---------- ENTRIES PROVIDED
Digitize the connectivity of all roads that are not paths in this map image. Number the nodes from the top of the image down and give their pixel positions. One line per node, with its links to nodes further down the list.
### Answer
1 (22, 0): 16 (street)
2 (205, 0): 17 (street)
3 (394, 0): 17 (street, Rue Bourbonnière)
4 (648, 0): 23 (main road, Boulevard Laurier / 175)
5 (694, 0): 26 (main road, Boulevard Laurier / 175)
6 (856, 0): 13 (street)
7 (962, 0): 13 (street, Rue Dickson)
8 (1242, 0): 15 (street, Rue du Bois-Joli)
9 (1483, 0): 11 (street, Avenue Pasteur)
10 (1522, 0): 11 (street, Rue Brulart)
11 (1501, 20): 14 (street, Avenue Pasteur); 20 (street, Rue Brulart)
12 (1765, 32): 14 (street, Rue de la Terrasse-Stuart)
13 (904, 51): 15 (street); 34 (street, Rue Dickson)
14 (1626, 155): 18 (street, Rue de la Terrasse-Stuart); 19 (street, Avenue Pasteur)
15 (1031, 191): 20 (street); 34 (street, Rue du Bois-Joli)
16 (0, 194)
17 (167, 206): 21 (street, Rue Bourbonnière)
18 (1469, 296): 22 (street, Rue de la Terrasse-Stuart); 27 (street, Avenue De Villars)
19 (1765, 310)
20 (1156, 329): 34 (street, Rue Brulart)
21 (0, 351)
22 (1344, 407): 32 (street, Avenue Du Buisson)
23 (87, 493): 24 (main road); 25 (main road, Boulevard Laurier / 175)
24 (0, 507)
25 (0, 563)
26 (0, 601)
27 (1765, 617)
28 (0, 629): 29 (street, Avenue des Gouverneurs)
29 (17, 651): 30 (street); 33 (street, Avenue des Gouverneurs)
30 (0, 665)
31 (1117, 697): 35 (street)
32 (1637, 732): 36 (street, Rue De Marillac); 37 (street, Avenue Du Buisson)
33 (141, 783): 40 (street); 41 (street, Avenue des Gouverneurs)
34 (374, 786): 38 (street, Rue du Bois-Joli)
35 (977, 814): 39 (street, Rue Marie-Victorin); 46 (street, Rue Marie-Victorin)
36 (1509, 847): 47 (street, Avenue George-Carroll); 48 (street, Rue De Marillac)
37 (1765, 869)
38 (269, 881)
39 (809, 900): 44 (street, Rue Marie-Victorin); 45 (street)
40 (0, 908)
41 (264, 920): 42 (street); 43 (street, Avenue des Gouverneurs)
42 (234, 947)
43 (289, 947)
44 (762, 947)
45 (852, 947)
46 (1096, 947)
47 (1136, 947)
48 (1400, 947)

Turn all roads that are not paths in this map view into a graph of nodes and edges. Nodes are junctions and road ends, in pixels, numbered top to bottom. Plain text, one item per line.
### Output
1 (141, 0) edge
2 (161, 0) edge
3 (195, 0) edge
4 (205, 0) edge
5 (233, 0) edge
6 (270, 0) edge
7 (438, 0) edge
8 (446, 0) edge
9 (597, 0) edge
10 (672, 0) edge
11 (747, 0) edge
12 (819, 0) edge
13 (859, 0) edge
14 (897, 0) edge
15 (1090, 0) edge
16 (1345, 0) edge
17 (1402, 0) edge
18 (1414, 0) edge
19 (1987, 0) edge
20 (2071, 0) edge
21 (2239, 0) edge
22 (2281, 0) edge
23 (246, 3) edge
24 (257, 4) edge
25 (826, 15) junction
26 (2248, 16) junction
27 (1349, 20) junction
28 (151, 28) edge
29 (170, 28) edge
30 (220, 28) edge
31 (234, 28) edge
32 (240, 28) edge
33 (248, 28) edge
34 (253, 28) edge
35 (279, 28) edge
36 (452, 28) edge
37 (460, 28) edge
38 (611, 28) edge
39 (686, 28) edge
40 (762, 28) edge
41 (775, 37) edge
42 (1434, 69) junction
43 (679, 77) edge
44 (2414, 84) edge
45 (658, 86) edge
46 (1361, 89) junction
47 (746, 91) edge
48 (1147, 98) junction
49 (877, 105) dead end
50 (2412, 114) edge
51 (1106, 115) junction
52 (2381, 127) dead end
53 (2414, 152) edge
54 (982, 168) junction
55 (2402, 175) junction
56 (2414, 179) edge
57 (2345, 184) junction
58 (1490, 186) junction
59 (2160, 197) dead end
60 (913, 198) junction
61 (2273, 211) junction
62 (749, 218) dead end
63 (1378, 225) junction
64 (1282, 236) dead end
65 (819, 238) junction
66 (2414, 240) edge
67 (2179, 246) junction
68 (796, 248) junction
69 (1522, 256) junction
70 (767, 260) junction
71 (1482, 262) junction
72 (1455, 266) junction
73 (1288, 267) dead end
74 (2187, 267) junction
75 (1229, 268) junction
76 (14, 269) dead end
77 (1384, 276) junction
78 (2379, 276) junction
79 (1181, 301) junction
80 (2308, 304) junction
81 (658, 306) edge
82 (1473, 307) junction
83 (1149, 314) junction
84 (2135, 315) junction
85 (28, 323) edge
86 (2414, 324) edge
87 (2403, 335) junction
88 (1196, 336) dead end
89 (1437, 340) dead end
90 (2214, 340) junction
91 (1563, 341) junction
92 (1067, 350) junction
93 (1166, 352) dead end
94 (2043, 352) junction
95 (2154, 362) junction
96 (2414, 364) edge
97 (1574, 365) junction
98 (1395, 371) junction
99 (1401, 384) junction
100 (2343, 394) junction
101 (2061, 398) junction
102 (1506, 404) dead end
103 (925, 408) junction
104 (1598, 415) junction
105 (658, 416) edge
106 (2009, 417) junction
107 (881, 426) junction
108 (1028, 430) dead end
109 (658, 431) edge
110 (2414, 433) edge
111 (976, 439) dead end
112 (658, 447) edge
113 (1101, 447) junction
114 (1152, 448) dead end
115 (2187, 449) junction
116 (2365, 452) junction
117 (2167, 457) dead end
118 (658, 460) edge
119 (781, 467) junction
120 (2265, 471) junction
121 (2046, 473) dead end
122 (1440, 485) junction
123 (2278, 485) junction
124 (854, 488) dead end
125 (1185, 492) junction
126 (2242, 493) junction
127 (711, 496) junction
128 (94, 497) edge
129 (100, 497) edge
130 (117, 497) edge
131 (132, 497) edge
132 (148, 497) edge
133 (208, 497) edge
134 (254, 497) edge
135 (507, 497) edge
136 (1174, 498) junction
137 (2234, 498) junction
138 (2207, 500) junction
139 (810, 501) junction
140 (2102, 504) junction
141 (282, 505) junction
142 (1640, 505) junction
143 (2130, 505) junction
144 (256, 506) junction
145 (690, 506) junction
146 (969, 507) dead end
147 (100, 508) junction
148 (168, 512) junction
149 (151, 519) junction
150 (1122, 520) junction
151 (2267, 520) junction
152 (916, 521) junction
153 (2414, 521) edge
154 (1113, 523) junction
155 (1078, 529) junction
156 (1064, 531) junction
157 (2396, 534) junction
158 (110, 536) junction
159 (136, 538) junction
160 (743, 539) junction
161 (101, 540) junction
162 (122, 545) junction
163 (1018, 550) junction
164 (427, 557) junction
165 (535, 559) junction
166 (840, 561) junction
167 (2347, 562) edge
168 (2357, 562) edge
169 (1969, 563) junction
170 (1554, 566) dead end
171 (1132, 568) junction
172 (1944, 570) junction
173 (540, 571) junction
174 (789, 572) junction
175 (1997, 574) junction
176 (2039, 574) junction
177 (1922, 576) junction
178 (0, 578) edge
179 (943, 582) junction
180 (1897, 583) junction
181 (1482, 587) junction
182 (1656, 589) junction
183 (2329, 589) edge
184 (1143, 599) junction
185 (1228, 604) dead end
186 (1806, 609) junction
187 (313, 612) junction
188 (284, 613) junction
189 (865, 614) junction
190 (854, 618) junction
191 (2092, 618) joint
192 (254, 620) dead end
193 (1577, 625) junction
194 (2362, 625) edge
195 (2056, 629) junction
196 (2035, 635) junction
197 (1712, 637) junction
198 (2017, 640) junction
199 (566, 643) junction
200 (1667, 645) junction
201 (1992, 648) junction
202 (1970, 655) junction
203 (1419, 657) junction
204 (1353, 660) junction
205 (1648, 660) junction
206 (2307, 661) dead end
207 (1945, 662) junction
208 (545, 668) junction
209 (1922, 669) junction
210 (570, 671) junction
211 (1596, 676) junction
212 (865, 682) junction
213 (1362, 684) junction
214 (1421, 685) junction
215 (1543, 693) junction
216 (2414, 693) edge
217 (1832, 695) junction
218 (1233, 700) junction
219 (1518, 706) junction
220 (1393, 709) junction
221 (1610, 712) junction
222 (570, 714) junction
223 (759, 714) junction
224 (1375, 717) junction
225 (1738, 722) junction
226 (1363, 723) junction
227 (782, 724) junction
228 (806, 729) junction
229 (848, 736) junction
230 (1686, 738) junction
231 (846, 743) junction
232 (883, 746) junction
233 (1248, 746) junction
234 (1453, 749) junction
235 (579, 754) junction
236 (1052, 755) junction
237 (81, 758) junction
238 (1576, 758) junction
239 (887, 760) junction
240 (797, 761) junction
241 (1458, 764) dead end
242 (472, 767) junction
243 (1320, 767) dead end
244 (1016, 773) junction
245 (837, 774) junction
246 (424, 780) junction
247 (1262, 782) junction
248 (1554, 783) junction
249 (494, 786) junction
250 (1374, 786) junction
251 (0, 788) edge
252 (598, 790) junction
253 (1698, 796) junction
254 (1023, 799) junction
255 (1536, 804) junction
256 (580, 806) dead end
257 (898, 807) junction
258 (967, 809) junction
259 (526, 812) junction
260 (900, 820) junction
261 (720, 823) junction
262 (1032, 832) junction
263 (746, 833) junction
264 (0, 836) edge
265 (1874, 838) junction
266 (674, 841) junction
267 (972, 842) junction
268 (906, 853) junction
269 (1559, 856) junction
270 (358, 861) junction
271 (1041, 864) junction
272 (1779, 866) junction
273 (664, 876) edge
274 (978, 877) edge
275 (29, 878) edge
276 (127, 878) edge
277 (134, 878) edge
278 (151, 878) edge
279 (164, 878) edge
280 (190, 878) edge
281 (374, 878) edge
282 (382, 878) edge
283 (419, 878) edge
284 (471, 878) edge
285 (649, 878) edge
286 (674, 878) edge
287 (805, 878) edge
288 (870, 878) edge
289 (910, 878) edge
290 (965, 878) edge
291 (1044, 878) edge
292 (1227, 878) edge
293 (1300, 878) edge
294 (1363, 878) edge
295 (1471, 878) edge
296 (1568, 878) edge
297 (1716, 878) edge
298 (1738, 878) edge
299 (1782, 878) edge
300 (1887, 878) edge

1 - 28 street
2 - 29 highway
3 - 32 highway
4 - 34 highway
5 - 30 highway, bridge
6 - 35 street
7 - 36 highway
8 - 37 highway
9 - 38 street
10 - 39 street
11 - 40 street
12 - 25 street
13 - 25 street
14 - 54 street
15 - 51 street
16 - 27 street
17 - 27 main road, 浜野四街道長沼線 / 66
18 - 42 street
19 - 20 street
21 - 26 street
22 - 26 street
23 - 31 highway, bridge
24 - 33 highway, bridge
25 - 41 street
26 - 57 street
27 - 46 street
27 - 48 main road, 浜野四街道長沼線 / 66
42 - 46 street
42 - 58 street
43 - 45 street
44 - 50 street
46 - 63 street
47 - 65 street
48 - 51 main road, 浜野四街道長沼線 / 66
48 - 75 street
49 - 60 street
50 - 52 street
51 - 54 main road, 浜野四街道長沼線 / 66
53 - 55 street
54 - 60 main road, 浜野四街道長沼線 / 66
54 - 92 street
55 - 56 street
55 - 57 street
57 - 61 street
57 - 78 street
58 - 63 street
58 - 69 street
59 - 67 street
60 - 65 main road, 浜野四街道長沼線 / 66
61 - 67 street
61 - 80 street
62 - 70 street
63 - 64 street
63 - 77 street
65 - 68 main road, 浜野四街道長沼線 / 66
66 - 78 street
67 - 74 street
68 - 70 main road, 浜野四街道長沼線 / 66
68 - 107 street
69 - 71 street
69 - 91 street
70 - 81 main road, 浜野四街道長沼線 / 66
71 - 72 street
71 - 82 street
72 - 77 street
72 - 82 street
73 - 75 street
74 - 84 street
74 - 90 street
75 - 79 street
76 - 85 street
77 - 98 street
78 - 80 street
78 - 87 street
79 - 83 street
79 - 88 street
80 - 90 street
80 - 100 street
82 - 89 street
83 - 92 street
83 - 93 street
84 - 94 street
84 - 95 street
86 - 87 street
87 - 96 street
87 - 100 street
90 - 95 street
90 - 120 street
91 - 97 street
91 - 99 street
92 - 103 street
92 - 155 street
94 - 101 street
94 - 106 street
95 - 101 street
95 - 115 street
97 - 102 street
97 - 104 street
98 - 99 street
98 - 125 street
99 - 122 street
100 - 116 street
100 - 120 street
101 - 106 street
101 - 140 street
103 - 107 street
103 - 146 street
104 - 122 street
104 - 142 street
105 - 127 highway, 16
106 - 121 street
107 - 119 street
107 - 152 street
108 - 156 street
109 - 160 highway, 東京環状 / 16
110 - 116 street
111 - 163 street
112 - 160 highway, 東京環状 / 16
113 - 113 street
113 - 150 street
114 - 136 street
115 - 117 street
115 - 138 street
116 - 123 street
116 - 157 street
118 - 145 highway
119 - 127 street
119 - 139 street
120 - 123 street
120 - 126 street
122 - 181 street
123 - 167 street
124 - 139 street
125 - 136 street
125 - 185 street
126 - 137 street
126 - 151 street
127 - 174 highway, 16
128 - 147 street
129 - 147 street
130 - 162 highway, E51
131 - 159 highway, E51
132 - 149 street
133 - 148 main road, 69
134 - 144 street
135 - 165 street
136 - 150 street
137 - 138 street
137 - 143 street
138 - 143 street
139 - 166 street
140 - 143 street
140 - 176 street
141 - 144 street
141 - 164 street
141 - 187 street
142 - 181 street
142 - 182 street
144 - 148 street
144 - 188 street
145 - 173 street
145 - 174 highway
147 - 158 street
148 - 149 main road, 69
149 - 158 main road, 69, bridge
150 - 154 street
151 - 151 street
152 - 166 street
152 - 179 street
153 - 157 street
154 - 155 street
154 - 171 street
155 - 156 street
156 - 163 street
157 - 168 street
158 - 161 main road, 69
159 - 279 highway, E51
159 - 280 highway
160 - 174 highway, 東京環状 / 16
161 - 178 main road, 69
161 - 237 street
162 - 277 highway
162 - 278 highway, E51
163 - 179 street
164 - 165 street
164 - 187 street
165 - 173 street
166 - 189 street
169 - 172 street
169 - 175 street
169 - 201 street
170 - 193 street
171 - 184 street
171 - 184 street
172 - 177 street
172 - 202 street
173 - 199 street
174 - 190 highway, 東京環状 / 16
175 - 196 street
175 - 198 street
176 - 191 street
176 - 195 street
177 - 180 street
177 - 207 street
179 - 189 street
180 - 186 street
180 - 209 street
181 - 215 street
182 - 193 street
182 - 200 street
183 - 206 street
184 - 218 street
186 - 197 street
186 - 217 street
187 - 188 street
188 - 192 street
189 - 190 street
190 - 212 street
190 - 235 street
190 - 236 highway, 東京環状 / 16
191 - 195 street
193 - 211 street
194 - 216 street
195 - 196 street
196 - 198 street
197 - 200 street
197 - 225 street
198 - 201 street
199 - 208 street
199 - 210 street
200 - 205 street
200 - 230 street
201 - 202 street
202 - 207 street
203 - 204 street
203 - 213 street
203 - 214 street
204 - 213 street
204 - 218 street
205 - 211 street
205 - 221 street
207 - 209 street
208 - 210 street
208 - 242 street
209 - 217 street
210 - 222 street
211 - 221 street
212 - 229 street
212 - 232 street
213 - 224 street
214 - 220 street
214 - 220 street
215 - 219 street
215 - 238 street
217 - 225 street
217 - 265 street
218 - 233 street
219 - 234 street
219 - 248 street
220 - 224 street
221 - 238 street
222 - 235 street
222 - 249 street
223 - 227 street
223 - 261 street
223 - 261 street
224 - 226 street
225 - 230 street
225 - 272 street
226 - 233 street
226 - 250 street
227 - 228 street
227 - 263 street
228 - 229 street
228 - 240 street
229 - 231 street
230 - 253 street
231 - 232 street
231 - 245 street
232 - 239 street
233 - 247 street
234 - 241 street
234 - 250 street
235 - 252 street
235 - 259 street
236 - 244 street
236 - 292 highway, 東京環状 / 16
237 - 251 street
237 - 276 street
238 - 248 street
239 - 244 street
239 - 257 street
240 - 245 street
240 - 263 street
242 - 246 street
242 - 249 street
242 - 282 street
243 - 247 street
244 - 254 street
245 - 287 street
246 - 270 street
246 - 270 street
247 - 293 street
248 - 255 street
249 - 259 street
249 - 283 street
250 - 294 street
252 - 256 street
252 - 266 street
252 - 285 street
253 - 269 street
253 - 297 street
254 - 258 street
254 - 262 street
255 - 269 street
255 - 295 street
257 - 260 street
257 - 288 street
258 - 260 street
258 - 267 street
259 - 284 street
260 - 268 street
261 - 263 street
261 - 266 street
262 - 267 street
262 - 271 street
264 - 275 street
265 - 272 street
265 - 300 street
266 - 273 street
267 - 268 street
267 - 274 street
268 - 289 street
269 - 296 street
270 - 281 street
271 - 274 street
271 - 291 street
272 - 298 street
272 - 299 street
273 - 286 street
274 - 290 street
--------------------
• _ABOUT THIS TASK_
From the material above, return every line that contains "Laurier".

• _ANSWER TO THIS PROBLEM_
4 (648, 0): 23 (main road, Boulevard Laurier / 175)
5 (694, 0): 26 (main road, Boulevard Laurier / 175)
23 (87, 493): 24 (main road); 25 (main road, Boulevard Laurier / 175)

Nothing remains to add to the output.